**TASK STATEMENT**
Repeat every record exactly, omitting the pictures.

**RECORDS SUPPLIED**

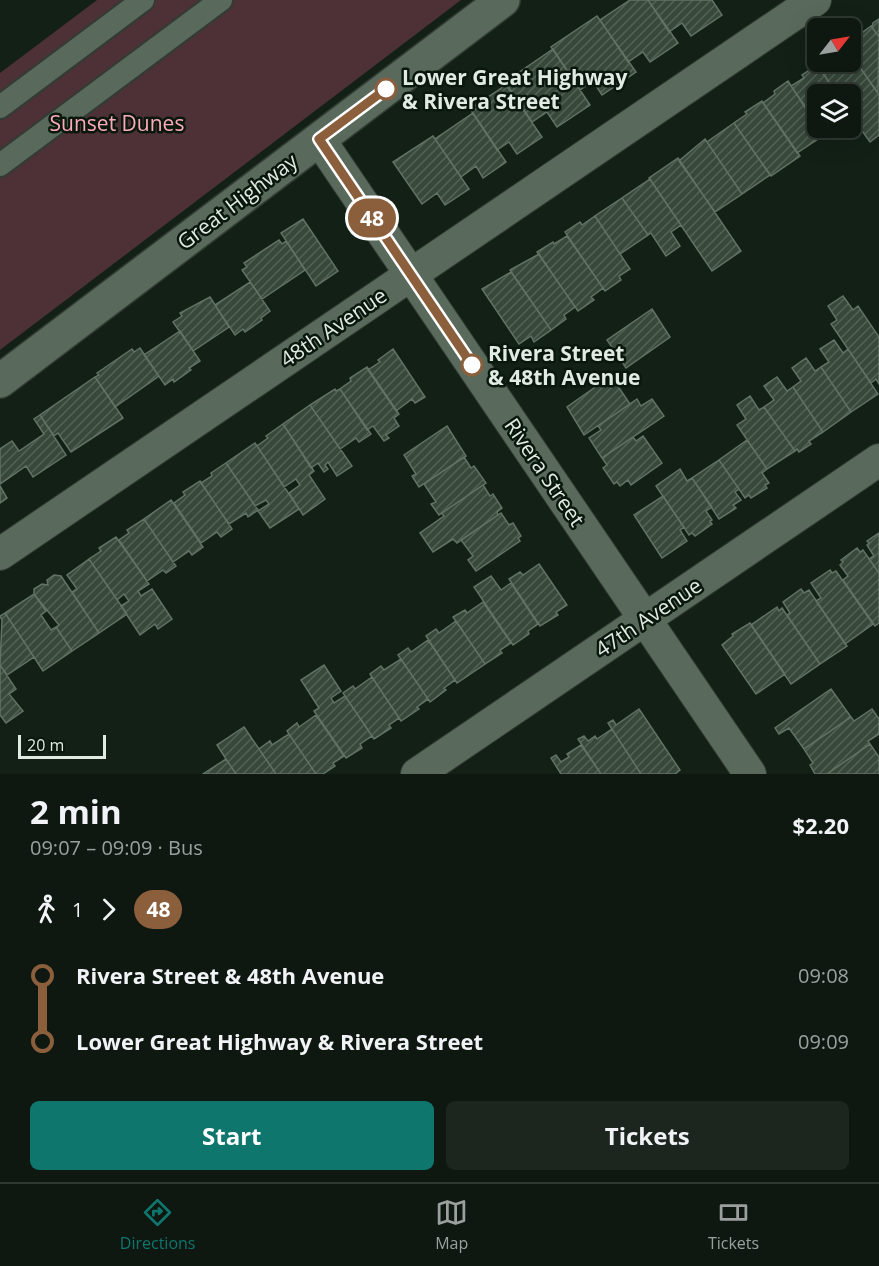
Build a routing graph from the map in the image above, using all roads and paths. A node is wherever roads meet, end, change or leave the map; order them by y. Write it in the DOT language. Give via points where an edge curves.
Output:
graph roads {
  1 [pos="142,0"];
  2 [pos="221,0"];
  3 [pos="503,0"];
  4 [pos="815,0"];
  5 [pos="0,107"];
  6 [pos="319,139"];
  7 [pos="0,165"];
  8 [pos="411,275"];
  9 [pos="0,381"];
  10 [pos="879,460"];
  11 [pos="0,554"];
  12 [pos="645,619"];
  13 [pos="417,774"];
  14 [pos="750,774"];
  1 -- 5 [label="street"];
  2 -- 7 [label="street"];
  3 -- 6 [label="street, Great Highway"];
  4 -- 8 [label="street, 48th Avenue"];
  6 -- 8 [label="street, Rivera Street"];
  6 -- 9 [label="street, Great Highway"];
  8 -- 11 [label="street, 48th Avenue"];
  8 -- 12 [label="street, Rivera Street"];
  10 -- 12 [label="street, 47th Avenue"];
  12 -- 13 [label="street, 47th Avenue"];
  12 -- 14 [label="street, Rivera Street"];
}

**ANSWER BOX**
Build a routing graph from the map in the image above, using all roads and paths. A node is wherever roads meet, end, change or leave the map; order them by y. Write it in the DOT language. Give via points where an edge curves.
Output:
graph roads {
  1 [pos="142,0"];
  2 [pos="221,0"];
  3 [pos="503,0"];
  4 [pos="815,0"];
  5 [pos="0,107"];
  6 [pos="319,139"];
  7 [pos="0,165"];
  8 [pos="411,275"];
  9 [pos="0,381"];
  10 [pos="879,460"];
  11 [pos="0,554"];
  12 [pos="645,619"];
  13 [pos="417,774"];
  14 [pos="750,774"];
  1 -- 5 [label="street"];
  2 -- 7 [label="street"];
  3 -- 6 [label="street, Great Highway"];
  4 -- 8 [label="street, 48th Avenue"];
  6 -- 8 [label="street, Rivera Street"];
  6 -- 9 [label="street, Great Highway"];
  8 -- 11 [label="street, 48th Avenue"];
  8 -- 12 [label="street, Rivera Street"];
  10 -- 12 [label="street, 47th Avenue"];
  12 -- 13 [label="street, 47th Avenue"];
  12 -- 14 [label="street, Rivera Street"];
}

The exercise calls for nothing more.